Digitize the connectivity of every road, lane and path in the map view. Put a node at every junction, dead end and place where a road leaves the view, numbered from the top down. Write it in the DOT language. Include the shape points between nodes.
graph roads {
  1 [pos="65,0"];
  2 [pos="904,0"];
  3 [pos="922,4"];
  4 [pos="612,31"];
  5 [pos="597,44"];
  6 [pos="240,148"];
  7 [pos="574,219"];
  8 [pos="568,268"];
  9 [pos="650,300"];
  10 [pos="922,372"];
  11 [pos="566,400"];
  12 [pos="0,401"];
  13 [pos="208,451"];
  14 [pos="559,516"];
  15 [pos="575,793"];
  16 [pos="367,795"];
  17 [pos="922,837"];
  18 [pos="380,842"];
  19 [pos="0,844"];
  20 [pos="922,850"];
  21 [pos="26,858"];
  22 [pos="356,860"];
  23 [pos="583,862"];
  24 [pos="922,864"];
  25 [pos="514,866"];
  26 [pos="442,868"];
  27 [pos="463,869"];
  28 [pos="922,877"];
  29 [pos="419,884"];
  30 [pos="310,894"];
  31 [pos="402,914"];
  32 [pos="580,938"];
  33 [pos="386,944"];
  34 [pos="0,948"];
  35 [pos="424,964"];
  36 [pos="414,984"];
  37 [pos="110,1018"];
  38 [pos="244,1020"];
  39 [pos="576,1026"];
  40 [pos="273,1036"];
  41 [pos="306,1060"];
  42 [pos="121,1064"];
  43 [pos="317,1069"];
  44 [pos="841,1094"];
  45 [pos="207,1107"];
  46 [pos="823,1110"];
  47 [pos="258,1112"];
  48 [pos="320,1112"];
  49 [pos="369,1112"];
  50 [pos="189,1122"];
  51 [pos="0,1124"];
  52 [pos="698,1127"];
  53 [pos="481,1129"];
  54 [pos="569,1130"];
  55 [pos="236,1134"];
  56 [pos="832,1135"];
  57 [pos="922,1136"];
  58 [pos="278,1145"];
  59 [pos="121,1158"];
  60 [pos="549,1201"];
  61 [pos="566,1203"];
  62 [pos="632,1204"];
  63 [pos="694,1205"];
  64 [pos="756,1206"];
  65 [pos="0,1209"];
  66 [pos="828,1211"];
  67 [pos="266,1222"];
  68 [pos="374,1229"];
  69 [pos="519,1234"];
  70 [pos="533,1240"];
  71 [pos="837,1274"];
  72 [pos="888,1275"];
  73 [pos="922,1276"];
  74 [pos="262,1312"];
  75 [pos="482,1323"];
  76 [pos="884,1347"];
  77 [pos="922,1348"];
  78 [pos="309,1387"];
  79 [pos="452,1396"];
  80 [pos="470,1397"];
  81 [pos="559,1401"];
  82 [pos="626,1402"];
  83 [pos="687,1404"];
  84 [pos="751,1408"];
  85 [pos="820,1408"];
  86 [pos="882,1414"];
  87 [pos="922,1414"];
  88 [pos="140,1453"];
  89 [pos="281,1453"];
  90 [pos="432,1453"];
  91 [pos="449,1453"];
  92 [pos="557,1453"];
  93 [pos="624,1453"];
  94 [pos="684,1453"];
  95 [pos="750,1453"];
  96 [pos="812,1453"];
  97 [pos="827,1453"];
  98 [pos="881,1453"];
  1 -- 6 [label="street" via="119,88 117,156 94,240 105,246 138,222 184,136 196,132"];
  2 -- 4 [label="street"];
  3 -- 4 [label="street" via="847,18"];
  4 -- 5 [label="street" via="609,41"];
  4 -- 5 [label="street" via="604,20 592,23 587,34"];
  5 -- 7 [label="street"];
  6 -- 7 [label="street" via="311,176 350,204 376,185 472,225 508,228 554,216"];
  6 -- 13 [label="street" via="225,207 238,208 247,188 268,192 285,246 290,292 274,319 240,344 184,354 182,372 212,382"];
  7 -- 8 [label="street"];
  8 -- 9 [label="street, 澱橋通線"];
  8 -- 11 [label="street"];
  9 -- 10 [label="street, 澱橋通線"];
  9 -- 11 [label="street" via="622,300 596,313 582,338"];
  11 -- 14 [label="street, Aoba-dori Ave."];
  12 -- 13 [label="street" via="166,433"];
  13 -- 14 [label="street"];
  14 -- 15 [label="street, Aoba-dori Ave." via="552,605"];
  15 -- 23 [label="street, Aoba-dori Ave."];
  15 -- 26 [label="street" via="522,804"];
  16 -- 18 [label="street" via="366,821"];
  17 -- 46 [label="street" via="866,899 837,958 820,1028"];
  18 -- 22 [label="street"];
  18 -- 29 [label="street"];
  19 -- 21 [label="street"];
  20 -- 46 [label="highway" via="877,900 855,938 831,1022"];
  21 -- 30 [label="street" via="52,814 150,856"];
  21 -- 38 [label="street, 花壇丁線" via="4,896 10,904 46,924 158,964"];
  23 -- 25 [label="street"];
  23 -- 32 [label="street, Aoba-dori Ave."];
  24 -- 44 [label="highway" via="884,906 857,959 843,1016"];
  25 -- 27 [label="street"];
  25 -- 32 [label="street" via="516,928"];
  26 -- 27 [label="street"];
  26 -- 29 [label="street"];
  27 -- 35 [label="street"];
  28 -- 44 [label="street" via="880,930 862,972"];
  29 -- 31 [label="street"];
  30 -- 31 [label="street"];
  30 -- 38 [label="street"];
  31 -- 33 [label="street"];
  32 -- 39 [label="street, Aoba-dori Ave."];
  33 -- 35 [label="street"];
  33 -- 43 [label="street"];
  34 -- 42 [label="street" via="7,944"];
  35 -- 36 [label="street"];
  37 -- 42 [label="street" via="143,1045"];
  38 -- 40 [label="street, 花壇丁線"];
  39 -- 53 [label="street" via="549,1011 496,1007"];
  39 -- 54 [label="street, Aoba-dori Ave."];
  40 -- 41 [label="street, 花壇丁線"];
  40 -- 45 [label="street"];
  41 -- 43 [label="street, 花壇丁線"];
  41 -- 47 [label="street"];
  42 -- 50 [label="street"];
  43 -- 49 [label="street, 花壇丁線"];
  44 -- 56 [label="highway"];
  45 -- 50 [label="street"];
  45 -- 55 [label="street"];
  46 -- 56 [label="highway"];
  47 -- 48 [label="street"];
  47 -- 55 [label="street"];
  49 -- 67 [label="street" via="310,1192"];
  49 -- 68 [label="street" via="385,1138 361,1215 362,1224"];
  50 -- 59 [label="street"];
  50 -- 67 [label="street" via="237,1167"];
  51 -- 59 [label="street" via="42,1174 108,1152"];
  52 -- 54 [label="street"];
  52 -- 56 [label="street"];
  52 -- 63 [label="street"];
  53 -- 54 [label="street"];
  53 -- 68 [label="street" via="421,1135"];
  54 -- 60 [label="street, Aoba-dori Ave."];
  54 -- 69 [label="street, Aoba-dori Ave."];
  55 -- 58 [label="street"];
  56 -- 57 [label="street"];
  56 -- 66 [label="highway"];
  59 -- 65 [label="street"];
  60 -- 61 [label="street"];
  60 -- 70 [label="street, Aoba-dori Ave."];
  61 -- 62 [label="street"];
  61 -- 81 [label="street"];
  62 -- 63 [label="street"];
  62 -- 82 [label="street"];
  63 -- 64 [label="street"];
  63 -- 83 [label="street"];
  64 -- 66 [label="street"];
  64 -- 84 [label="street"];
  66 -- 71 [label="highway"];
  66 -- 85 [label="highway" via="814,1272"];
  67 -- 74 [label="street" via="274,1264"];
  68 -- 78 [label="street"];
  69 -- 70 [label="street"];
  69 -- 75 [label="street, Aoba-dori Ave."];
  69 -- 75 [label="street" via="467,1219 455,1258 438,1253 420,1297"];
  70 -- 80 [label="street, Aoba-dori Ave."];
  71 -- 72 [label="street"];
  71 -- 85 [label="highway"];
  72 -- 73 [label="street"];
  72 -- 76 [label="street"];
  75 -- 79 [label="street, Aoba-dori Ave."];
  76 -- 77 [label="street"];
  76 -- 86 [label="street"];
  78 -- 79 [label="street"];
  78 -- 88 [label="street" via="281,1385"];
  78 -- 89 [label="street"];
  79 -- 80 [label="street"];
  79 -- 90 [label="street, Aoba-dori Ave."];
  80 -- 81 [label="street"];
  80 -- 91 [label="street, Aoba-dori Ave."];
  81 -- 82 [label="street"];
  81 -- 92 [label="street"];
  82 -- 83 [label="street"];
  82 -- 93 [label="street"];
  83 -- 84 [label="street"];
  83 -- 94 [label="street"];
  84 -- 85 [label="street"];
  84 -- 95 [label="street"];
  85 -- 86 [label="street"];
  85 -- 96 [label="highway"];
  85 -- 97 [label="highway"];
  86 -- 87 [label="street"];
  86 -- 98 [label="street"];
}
= = = = =
— ASSIGNMENT —
Go through the records above, find every line with the word "highway", and list those lines.

— SOLUTION —
  20 -- 46 [label="highway" via="877,900 855,938 831,1022"];
  24 -- 44 [label="highway" via="884,906 857,959 843,1016"];
  44 -- 56 [label="highway"];
  46 -- 56 [label="highway"];
  56 -- 66 [label="highway"];
  66 -- 71 [label="highway"];
  66 -- 85 [label="highway" via="814,1272"];
  71 -- 85 [label="highway"];
  85 -- 96 [label="highway"];
  85 -- 97 [label="highway"];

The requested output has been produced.